But what about a more modest level of success? Something a long way from household name type of stardom, and not enough to get you into a lease for a late model car…but what if you could do more or less what you wanted to? And if the money follows, that’s great. But that’s not the primary objective.

The Internet is the perfect place for such pursuits...as we’ll see from this roundup of the Podcamp panel I attended called Niche-o-nomics. Unlike the world of broadcast media, the Internet loves a niche, and these folks shared some of their stories about the benefits of choosing a thin slice of the market and sticking with it. The panel’s moderator was prolific podcaster Anthony Marco and the panellists were Greg David of www.tv-eh.com and Emily Gagne of the ‘girl powered TV site’ Cinefilles (pictured below, L to R).



Things learned during the panel:

-       Greg David was a writer for TV Guide for 15 years…until that day he got called into the boss’ office and realized that because the HR person was also there this wasn’t going to be a meeting about giving him a new column

-        After getting laid off Greg needed to figure out what to do next. He remembered coming across a website called TV Eh, a fan site devoted to Canadian TV shows and the Canadian television industry. It had been run on a volunteer basis by Diane Wild and and had been lying fallow for a while. It had a great brand and great content, so Greg explored picking up the blog baton.
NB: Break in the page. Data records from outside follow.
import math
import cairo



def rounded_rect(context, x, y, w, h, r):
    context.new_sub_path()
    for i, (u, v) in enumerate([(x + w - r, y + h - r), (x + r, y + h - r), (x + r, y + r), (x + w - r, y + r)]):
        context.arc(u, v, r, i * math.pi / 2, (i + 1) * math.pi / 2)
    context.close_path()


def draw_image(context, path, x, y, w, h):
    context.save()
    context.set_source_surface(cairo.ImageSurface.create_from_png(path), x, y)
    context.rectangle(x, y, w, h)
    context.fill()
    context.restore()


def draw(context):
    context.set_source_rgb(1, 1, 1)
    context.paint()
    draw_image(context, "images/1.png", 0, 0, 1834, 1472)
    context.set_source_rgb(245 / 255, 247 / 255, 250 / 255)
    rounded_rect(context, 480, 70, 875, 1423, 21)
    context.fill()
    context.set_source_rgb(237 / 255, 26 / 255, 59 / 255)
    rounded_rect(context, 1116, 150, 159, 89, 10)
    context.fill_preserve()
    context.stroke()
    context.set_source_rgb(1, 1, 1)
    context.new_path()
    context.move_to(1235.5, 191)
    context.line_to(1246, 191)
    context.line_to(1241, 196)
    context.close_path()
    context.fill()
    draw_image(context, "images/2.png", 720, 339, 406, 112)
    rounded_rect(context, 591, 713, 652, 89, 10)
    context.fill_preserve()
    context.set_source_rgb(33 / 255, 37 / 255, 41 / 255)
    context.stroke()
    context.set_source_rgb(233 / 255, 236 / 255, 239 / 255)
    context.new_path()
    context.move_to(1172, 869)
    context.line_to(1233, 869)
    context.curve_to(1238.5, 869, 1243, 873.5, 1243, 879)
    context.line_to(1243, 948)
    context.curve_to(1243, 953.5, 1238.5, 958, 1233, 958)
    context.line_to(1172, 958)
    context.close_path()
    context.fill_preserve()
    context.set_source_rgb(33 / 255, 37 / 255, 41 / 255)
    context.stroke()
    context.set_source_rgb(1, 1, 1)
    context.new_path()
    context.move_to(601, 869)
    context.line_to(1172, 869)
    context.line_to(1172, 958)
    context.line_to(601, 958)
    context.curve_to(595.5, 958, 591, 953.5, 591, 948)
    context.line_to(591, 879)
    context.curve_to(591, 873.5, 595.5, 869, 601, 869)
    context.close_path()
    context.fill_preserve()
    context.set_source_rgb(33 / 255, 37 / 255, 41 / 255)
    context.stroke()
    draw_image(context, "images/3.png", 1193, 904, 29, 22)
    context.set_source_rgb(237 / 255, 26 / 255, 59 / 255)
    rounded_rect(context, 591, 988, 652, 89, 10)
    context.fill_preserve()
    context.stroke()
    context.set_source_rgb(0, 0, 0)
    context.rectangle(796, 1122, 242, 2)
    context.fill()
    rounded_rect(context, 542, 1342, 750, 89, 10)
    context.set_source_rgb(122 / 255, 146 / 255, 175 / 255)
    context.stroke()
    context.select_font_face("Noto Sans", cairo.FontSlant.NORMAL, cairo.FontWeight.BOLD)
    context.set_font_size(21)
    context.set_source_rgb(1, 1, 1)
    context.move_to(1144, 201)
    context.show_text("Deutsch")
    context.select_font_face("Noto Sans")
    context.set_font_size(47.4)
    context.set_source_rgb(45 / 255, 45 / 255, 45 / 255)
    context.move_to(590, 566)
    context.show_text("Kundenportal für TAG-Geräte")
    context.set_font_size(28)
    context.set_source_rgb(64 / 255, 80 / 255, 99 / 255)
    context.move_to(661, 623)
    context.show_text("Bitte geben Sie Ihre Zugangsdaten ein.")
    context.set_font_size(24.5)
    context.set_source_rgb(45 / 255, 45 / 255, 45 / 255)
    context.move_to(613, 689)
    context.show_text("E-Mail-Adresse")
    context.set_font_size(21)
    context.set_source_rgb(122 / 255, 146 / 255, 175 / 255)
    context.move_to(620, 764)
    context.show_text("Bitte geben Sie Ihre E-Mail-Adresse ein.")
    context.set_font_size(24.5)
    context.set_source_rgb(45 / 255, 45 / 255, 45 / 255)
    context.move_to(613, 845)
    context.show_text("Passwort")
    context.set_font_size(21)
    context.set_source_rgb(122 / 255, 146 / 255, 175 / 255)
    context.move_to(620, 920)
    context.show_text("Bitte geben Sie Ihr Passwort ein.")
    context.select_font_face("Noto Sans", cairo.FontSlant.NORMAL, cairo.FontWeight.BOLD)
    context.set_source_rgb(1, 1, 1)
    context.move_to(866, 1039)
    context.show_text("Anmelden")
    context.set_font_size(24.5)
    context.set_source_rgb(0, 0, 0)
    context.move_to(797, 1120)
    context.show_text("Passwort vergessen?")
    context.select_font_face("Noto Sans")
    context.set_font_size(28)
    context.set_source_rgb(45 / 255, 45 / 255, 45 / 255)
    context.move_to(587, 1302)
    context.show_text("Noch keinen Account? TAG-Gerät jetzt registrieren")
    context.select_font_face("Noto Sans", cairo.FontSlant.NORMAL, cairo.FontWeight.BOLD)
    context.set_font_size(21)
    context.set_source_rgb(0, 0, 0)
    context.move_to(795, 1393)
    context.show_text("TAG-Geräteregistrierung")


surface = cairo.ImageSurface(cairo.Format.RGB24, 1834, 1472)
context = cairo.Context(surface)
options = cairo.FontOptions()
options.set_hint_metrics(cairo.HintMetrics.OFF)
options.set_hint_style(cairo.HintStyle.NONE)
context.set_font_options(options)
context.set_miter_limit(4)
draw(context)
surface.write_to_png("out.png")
-       But some sort of funding was required. Why don’t we do an Indiegogo, thought Greg. To his surprise, the campaign was embraced not just by fans of Canadian TV shows, but also by Canadian TV executives, broadcasters, and writers.

-       "Once people found out what we were doing we were getting pitched like crazy, and getting better stuff than I did at TV Guide….because people knew we were passionate about this specific topic."

-       The panel concurred: Traditional media is used to rapid fire questions from the interviewer that will be cut down to a 30 second clip for broadcast. With our format people can slow down and talk for an hour because we’re not about filling schedules and formats with soundbites and our audiences wants more, not less.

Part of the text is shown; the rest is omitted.